TRY IT
Report the number of lines in the data below that hold "Quick", without any other words.

EXERCISE INPUT
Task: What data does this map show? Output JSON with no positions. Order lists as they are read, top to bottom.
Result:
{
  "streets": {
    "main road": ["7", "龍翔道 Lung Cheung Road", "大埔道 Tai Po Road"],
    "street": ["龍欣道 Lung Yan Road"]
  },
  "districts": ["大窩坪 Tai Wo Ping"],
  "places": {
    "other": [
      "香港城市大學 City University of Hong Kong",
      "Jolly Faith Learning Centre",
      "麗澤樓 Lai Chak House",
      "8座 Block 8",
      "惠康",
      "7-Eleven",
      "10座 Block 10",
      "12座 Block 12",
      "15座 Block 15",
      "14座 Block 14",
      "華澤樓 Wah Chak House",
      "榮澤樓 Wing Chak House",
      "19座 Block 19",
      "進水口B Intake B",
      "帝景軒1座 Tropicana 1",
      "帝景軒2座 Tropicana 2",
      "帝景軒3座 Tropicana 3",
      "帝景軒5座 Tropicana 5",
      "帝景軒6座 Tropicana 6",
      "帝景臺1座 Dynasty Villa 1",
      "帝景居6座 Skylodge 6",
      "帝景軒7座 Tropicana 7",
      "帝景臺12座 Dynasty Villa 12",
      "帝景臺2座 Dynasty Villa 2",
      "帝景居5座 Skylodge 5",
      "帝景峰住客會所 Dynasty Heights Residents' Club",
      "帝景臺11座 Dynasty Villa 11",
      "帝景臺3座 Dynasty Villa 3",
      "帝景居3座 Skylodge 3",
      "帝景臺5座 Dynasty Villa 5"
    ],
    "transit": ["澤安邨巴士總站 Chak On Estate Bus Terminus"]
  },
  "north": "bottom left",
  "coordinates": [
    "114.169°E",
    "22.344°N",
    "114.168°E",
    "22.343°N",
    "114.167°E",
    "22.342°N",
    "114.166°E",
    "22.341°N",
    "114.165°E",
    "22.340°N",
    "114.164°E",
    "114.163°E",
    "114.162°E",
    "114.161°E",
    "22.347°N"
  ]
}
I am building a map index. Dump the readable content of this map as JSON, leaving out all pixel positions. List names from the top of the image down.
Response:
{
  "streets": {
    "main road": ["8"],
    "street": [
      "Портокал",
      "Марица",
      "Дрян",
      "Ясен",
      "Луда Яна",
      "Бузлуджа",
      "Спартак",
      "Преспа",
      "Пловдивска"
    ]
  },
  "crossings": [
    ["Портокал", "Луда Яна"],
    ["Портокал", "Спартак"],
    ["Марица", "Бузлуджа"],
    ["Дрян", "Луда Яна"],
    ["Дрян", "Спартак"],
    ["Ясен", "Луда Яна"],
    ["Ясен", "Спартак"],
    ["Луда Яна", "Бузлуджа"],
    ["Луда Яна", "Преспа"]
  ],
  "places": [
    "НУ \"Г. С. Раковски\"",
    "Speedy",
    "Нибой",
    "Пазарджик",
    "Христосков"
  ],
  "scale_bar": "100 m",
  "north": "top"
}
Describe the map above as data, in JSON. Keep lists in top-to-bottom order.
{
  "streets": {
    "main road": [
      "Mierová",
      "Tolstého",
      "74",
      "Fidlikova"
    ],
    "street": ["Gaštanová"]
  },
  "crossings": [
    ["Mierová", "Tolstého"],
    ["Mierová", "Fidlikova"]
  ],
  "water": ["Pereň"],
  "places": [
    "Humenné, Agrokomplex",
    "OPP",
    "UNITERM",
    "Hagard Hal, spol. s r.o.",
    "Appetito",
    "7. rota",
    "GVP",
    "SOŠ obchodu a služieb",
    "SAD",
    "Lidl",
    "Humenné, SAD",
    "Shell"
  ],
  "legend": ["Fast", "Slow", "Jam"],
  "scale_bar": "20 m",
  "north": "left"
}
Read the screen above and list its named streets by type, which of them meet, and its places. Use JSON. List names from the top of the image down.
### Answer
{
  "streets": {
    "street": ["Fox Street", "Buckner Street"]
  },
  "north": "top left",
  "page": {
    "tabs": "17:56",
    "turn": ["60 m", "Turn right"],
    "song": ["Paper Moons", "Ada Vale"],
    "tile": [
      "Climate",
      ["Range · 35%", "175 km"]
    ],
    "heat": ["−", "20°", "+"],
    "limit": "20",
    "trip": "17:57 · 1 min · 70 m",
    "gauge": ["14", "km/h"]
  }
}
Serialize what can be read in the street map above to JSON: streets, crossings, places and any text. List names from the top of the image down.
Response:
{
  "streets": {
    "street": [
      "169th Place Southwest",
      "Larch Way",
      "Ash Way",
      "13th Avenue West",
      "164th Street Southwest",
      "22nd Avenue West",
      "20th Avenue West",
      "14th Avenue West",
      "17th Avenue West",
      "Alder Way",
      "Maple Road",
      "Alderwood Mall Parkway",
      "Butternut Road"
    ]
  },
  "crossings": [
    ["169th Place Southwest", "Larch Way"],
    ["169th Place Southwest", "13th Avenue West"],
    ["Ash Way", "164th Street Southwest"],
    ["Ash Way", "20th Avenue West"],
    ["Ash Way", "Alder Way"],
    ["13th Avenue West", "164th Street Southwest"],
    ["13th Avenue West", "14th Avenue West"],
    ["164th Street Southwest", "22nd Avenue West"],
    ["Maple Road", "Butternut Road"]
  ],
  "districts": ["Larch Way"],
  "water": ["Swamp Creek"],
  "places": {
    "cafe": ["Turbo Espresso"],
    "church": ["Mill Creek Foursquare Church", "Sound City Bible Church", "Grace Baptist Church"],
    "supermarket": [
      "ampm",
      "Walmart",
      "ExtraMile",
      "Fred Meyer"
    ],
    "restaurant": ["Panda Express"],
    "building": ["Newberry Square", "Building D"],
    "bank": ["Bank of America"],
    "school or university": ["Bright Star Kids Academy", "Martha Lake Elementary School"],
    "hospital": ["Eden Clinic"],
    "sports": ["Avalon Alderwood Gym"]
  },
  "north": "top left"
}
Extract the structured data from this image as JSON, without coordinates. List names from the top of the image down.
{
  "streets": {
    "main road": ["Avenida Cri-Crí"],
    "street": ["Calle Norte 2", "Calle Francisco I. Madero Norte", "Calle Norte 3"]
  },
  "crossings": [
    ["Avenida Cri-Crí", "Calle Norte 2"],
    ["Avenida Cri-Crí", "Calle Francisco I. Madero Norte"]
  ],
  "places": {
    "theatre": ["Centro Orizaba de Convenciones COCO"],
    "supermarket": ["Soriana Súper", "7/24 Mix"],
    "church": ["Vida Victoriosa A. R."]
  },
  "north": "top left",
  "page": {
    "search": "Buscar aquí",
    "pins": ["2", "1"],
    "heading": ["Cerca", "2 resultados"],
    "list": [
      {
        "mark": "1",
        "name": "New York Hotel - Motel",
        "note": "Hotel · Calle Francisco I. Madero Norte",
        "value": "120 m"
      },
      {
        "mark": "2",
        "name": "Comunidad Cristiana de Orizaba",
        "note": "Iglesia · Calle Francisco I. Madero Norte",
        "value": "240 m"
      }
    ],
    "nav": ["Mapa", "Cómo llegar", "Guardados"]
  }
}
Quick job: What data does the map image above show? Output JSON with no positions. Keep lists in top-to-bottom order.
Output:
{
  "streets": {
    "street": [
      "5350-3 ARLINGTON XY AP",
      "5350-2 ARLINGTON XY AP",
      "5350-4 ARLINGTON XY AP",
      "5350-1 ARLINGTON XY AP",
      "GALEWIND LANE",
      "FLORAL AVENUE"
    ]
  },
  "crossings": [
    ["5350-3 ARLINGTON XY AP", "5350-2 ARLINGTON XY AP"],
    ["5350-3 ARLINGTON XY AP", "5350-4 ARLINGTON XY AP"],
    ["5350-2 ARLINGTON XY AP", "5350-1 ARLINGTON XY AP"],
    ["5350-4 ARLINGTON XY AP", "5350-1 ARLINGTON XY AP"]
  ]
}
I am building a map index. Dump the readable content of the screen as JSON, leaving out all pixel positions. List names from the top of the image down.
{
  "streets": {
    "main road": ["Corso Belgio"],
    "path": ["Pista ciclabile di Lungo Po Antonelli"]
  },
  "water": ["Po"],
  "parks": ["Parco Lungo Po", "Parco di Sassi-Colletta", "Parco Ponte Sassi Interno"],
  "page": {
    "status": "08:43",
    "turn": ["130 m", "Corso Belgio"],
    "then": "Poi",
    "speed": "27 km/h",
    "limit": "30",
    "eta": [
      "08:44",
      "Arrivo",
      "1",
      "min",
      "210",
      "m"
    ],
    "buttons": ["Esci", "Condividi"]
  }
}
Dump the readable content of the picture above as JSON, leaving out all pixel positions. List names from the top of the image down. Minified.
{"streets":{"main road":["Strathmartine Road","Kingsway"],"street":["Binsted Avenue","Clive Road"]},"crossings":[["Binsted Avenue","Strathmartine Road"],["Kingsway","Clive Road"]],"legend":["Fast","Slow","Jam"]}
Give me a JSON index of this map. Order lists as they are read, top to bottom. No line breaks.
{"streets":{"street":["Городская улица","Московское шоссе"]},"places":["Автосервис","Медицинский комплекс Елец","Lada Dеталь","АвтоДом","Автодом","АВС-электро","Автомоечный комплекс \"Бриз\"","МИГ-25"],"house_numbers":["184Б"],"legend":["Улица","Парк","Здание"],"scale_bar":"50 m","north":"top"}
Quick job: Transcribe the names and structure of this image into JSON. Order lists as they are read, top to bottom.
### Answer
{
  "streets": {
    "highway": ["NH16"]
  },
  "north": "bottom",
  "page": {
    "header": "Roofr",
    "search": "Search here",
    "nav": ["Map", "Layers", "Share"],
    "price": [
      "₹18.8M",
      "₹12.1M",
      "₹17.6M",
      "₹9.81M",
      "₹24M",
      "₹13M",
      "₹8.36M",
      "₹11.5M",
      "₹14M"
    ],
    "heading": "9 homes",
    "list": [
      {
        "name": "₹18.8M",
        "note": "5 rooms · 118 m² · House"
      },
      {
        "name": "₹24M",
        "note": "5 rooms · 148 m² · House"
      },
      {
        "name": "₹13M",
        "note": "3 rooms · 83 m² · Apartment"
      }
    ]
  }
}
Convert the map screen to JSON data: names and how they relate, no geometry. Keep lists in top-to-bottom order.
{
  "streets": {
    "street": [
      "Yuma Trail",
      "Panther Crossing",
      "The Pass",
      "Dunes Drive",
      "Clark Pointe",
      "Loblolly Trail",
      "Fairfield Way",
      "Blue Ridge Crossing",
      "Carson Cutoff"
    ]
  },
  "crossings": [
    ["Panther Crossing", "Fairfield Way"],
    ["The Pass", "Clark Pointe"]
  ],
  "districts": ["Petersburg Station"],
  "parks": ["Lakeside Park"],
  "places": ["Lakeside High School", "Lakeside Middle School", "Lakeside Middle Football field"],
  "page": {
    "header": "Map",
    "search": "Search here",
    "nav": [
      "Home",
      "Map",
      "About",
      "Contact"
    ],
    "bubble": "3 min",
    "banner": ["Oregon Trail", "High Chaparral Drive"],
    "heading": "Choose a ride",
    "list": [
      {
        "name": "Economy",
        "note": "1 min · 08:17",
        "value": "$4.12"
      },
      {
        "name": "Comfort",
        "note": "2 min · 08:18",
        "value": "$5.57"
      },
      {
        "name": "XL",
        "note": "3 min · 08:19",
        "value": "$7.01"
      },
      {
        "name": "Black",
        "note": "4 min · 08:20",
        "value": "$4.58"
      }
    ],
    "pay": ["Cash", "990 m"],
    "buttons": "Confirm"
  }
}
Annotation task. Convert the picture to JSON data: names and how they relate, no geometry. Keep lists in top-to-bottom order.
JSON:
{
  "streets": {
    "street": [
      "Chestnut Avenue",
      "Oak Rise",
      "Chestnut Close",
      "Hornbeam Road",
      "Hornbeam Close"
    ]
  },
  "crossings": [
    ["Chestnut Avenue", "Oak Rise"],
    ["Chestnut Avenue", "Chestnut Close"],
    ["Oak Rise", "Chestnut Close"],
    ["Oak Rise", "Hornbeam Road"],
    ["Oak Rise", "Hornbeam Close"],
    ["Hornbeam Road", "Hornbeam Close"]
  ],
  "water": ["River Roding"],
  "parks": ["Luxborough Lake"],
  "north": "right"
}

EXPECTED OUTPUT
2